Son momentos en los que poco pueden hacer los cercanos. Cualquier palabra parece insuficiente. El silencio se hace pesado y duro. No encontramos modos para romper el hielo y acercarnos a quien ahora necesita un buen consuelo.
Son momentos en los que solamente un corazón inmenso, divino y humano al mismo tiempo, puede aliviar plenamente. Porque un dolor casi infinito necesita recibir un consuelo insuperable: el que viene de Dios.
Resuena entonces la voz de Cristo, la que escucharon hombres y mujeres de Judea y Galilea:
“Venid a mí todos los que estáis fatigados y sobrecargados, y yo os daré descanso. Tomad sobre vosotros mi yugo, y aprended de mí, que soy manso y humilde de corazón; y hallaréis descanso para vuestras almas. Porque mi yugo es suave y mi carga ligera” (Mt 11,28‑30).
En Jesús, Hijo de Dios e Hijo de la Virgen María, se hace realidad el grito del Padre. “Consolad, consolad a mi pueblo -dice vuestro Dios-. Hablad al corazón de Jerusalén y decidle bien alto que ya ha cumplido su milicia, ya ha satisfecho por su culpa, pues ha recibido de mano de Yahveh castigo doble por todos sus pecados” (Is 40,1‑2).
Sí: Dios mismo desea consolar a quienes ahora lloran por dolores íntimos, únicos, intransferibles, como el de tantas madres que ven morir a sus hijos más pequeños.
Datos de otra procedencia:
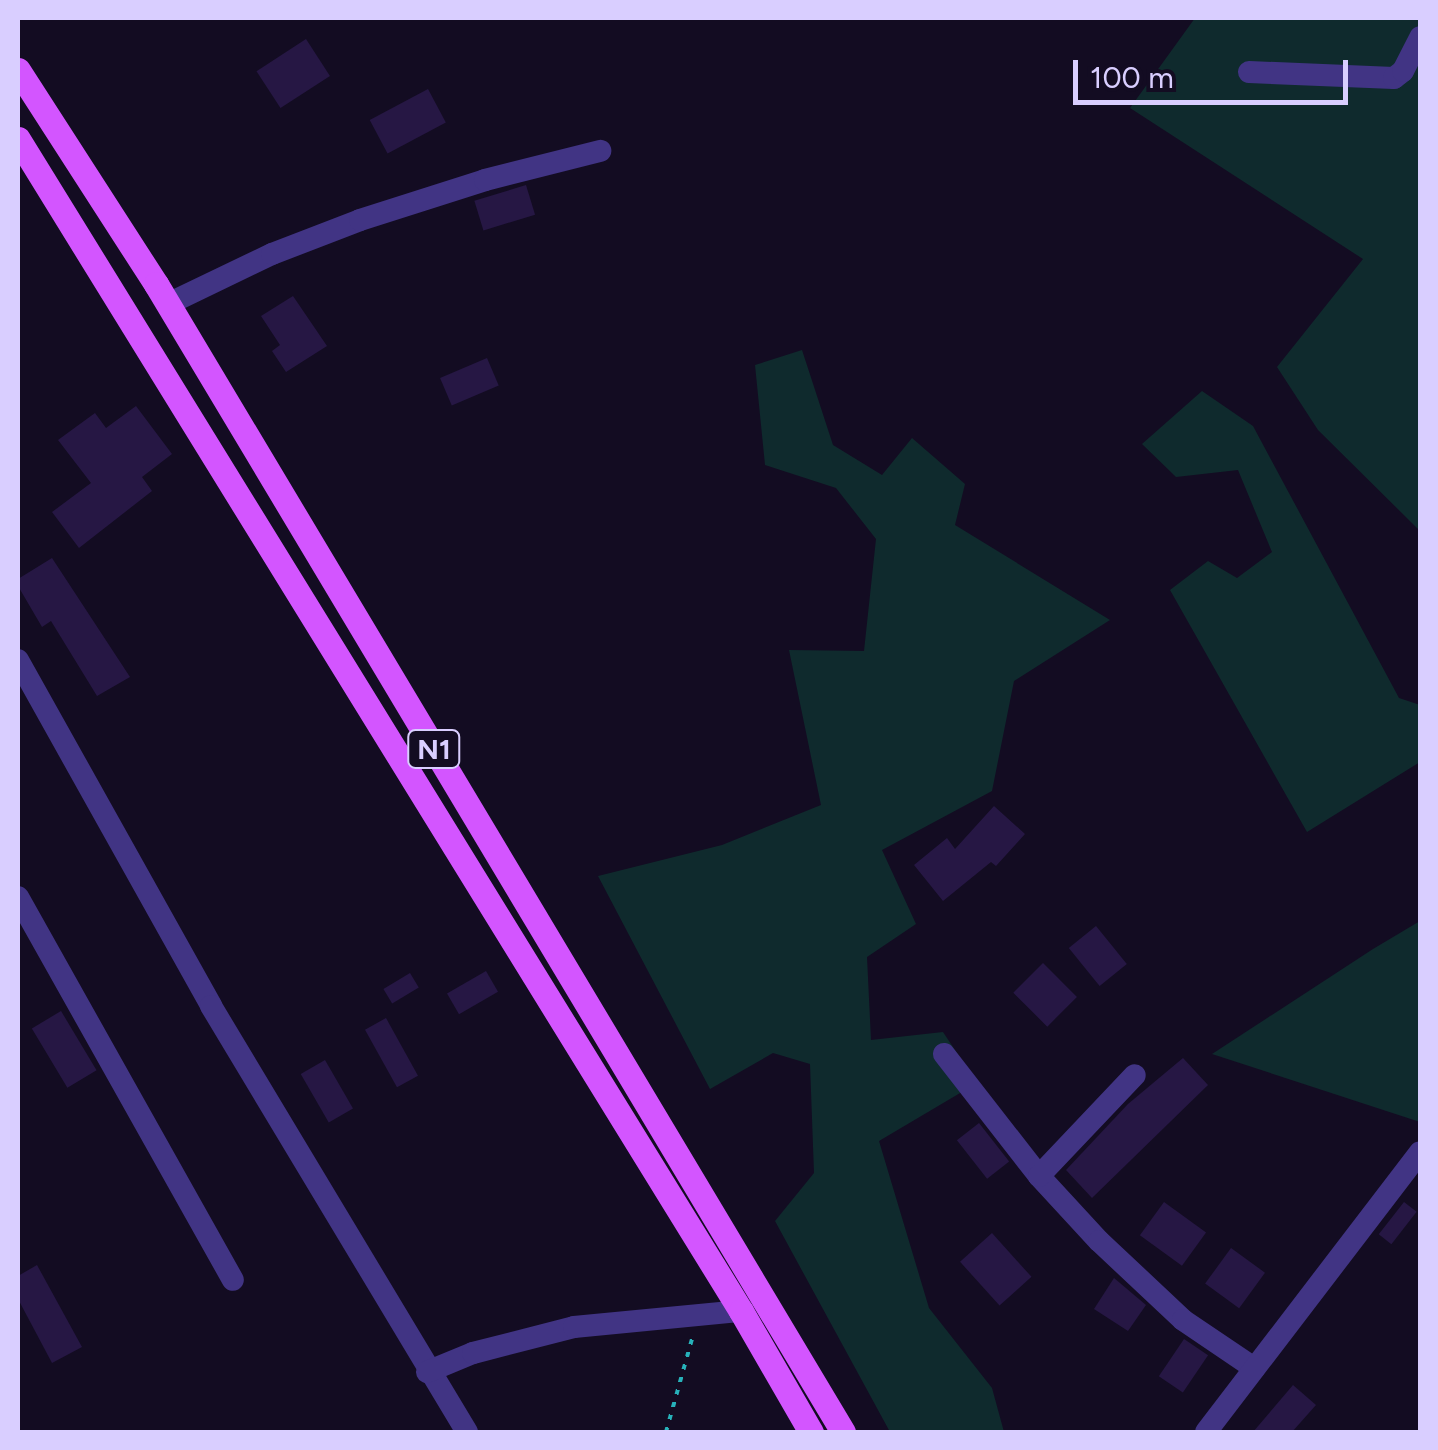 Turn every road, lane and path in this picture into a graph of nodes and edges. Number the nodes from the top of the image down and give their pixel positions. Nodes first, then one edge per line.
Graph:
1 (1420, 37) edge
2 (18, 70) edge
3 (1249, 72) dead end
4 (18, 140) edge
5 (600, 152) dead end
6 (168, 304) junction
7 (18, 660) edge
8 (18, 898) edge
9 (944, 1054) dead end
10 (1135, 1076) dead end
11 (1420, 1152) edge
12 (1039, 1176) junction
13 (233, 1280) dead end
14 (730, 1311) junction
15 (1254, 1368) junction
16 (427, 1372) junction
17 (467, 1432) edge
18 (666, 1432) edge
19 (810, 1432) edge
20 (844, 1432) edge
21 (1206, 1432) edge

1 - 3 street
2 - 6 main road, N1
4 - 14 main road, N1
5 - 6 street
6 - 20 main road, N1
7 - 16 street
8 - 13 street
9 - 12 street
10 - 12 street
11 - 15 street
12 - 15 street
14 - 16 street
14 - 18 path
14 - 19 main road, N1
15 - 21 street
16 - 17 street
Los sufrientes de todos los tiempos escuchan nuevamente Su Palabra:
“Porque así dice Yahveh: Mirad que yo tiendo hacia ella, como río la paz, y como raudal desbordante la gloria de las naciones, seréis alimentados, en brazos seréis llevados y sobre las rodillas seréis acariciados. Como uno a quien su madre le consuela, así yo os consolaré (y por Jerusalén seréis consolados)” (Is 66,12‑13).
En el llanto que une a millones de seres humanos, una Cruz y un Sepulcro vacío nos recuerdan: Cristo también murió a nuestro lado, y resucitó para nuestra salvación completa. Así nos ofrece una vida que nadie podrá arrebatarnos, y un consuelo que es plenamente humano y plenamente divino.